Aspettai per rispondere, cercando di formulare un pensiero coerente con le parole. "A tutte queste persone, a te non sembrano infelici?" Posai i miei occhi sicuri su di lui. Per la prima volta mi sentii a casa.

"Dipende da cosa intendi per infelicità. A volte è più difficile ammettere di essere incompleti o vuoti Margherita, forse non lo ammettono a loro stessi, o forse è più facile essere qualcun altro per un po'."

"Ma poi? Prima o poi dovranno tornare ad essere loro stessi. Quanta energia sprecata in tutti quei falsi sorrisi che mettono su." Mormorai infine.
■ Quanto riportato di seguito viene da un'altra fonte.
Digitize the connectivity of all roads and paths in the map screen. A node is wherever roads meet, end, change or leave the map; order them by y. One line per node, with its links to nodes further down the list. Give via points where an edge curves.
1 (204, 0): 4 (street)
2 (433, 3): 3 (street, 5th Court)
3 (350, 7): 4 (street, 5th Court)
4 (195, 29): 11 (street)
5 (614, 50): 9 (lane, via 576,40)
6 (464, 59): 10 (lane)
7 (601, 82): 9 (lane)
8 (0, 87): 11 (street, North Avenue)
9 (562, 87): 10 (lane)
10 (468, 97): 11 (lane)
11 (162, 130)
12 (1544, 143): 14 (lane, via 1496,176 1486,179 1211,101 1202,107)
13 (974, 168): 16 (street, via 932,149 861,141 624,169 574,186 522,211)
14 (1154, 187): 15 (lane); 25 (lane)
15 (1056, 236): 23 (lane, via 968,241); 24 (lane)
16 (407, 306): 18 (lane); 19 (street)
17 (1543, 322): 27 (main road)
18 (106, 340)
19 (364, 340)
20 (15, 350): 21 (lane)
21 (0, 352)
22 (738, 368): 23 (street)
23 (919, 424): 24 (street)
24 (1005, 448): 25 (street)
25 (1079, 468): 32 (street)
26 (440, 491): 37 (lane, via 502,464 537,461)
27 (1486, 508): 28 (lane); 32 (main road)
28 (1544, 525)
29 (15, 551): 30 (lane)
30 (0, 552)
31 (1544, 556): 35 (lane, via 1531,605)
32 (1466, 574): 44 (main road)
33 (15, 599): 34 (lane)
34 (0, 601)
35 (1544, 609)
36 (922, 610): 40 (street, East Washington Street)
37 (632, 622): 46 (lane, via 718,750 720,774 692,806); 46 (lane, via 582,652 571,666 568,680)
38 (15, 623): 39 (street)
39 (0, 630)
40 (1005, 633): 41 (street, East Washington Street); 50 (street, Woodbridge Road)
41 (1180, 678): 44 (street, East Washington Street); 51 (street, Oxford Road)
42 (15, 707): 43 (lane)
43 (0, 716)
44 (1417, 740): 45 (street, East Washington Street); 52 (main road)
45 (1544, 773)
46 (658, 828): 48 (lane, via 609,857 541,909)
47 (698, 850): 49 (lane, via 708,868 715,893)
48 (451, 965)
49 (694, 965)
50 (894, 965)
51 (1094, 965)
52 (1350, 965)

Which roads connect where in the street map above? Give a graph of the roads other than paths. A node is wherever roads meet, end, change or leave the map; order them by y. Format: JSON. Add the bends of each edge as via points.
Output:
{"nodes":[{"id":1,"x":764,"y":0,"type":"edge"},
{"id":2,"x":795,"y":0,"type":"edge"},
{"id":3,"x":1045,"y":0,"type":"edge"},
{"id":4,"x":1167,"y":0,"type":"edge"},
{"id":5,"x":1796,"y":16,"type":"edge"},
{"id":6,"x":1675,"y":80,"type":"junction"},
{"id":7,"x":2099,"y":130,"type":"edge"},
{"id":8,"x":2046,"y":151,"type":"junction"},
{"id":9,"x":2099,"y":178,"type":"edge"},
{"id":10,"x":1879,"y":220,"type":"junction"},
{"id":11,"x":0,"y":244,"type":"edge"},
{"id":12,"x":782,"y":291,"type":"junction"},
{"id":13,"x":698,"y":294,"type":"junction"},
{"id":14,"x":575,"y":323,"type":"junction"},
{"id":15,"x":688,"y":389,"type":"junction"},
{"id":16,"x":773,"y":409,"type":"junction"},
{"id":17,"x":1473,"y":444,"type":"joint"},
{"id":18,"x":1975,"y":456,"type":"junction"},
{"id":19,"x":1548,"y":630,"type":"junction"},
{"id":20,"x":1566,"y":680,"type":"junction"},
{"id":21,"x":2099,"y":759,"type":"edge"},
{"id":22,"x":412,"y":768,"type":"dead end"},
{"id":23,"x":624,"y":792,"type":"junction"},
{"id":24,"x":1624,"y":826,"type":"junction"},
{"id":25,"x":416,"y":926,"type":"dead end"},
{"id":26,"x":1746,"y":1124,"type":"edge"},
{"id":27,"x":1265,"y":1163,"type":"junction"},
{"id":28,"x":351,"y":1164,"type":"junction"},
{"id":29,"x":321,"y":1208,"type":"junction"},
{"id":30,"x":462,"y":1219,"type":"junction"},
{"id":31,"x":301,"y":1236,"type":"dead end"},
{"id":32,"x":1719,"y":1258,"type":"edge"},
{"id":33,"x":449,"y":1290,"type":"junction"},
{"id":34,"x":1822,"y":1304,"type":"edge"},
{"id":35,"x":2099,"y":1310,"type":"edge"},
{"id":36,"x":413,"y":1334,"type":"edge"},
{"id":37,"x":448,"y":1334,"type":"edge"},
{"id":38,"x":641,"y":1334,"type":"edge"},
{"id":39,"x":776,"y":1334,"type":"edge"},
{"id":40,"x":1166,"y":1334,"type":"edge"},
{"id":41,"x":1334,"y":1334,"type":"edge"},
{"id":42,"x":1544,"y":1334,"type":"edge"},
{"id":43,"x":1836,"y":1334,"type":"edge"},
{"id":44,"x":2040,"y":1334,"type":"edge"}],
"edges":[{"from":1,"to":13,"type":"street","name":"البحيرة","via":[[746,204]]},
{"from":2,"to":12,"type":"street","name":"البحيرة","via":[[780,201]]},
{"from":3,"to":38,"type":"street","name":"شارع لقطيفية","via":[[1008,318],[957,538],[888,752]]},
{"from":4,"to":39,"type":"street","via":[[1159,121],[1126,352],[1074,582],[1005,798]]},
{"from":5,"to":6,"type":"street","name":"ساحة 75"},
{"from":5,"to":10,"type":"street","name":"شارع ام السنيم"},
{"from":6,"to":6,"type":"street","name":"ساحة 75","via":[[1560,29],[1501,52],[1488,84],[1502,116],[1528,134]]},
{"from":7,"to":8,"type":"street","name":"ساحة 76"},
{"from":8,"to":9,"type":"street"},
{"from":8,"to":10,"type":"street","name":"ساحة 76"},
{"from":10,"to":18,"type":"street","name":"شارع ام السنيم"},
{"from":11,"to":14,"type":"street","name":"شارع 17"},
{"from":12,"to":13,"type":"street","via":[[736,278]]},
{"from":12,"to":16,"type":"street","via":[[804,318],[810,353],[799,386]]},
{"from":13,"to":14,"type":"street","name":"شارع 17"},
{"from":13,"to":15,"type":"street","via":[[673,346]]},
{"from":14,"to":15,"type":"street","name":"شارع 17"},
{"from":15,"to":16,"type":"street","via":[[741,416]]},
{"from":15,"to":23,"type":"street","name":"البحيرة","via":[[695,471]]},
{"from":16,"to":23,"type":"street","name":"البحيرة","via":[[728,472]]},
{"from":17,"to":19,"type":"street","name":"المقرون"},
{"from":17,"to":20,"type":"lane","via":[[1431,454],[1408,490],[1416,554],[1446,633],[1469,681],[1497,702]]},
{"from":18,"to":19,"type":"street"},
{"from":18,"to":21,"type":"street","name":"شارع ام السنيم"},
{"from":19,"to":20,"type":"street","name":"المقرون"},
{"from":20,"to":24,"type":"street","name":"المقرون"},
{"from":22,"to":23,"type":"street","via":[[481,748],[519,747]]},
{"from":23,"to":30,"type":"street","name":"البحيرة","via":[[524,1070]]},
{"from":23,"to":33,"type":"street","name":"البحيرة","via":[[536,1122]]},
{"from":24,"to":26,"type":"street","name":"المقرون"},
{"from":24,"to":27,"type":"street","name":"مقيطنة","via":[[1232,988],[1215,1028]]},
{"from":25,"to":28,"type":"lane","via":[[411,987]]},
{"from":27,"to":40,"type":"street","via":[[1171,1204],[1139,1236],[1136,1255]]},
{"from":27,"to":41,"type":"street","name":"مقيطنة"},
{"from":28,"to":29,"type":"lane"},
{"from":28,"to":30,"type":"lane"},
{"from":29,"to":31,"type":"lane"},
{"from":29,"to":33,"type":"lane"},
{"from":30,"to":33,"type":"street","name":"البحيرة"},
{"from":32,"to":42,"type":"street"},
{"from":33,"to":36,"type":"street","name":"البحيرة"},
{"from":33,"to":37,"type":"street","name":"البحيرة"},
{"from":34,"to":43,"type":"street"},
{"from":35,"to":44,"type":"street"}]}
Lui sospirò e tornò a guardarmi.

Mi persi per un po' nei suoi occhi, lasciai che il silenzio ci avvolgesse e mi andava bene così; non ero imbarazzata, non mi preoccupavo di cosa dicevo, se sembravo bizzarra o incoerente, sapevo che lui avrebbe capito.

"Sei così diversa." Sembrava scomparso dietro quelle iridi, dentro i ricordi.

"Da cosa?" Chiesi confusa mantenendo un tono basso.

Lui scosse la testa, come a voler dimenticare qualcosa per un secondo.

"Dimmelo Alex. Perché cerchi di capire me, e io non riesco nemmeno a provarci con tutto ciò che avresti da raccontare?" Sbuffai, alzando la voce.